◆ **Supplied material**:
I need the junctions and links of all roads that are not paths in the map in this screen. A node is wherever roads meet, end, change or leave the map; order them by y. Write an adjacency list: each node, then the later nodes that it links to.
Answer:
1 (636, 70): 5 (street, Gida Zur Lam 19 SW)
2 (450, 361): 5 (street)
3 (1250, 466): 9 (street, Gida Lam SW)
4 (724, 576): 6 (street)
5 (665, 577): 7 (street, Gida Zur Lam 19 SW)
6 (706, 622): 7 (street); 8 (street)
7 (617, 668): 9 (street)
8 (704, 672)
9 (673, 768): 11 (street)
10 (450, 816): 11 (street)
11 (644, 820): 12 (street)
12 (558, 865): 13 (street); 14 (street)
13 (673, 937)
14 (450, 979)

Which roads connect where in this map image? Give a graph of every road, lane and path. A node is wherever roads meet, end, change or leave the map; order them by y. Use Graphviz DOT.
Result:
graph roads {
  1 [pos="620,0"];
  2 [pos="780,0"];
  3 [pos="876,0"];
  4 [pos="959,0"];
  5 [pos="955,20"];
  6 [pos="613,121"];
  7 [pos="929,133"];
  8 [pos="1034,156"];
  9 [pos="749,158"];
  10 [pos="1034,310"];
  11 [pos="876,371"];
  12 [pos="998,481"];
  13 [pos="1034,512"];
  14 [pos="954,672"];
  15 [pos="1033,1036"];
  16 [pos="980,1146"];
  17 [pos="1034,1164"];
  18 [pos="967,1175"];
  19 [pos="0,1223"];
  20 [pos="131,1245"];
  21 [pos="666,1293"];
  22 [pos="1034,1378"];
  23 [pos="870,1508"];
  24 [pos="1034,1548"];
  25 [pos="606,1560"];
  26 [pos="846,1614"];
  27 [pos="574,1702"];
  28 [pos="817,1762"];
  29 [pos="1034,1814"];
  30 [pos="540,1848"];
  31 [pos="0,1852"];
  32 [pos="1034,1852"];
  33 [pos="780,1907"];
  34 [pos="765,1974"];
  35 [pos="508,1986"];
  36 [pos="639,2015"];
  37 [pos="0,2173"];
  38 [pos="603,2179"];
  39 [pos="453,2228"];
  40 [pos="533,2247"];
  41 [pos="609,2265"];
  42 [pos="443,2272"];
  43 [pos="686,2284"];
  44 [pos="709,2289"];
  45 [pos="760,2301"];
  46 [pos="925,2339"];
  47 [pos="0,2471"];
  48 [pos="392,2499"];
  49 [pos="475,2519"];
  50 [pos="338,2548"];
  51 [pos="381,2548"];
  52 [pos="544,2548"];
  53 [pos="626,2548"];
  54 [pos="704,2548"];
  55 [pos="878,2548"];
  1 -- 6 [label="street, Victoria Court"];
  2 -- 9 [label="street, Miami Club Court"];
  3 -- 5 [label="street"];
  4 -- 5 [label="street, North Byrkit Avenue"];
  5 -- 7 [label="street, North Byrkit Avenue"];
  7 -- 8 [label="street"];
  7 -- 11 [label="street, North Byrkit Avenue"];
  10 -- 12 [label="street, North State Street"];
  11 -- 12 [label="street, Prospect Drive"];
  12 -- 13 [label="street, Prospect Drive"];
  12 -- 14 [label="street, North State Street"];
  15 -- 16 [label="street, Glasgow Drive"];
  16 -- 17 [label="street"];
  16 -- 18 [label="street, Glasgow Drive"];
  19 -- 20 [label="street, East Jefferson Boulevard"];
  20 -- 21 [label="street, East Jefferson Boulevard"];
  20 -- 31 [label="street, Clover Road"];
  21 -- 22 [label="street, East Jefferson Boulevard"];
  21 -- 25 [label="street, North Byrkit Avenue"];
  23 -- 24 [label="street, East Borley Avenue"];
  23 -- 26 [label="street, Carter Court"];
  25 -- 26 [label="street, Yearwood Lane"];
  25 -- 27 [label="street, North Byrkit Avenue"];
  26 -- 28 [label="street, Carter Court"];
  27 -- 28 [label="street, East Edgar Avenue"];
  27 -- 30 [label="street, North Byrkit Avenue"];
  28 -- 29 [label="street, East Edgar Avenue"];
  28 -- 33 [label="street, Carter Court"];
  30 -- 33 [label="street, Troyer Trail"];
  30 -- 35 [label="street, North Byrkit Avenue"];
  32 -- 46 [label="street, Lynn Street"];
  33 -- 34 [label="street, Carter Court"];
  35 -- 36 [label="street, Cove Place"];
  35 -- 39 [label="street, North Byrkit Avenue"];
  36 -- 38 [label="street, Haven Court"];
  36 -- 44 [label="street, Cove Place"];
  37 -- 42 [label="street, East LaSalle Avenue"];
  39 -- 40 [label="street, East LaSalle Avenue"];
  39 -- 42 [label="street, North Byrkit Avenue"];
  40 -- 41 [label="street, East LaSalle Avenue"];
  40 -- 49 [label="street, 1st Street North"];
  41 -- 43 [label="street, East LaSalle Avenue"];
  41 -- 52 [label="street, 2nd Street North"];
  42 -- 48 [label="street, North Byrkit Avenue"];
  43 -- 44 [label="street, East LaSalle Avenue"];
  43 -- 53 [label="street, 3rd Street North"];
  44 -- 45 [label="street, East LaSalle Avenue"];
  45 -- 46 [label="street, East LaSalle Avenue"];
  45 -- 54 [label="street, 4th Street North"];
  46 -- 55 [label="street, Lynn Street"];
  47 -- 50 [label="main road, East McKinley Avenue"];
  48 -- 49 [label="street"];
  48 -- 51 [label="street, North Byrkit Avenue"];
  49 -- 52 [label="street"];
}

◆ **Exercise prompt**: Going through the entries above, show each line that contains "them".

◆ **Output for this exercise**:
I need the junctions and links of all roads that are not paths in the map in this screen. A node is wherever roads meet, end, change or leave the map; order them by y. Write an adjacency list: each node, then the later nodes that it links to.
Which roads connect where in this map image? Give a graph of every road, lane and path. A node is wherever roads meet, end, change or leave the map; order them by y. Use Graphviz DOT.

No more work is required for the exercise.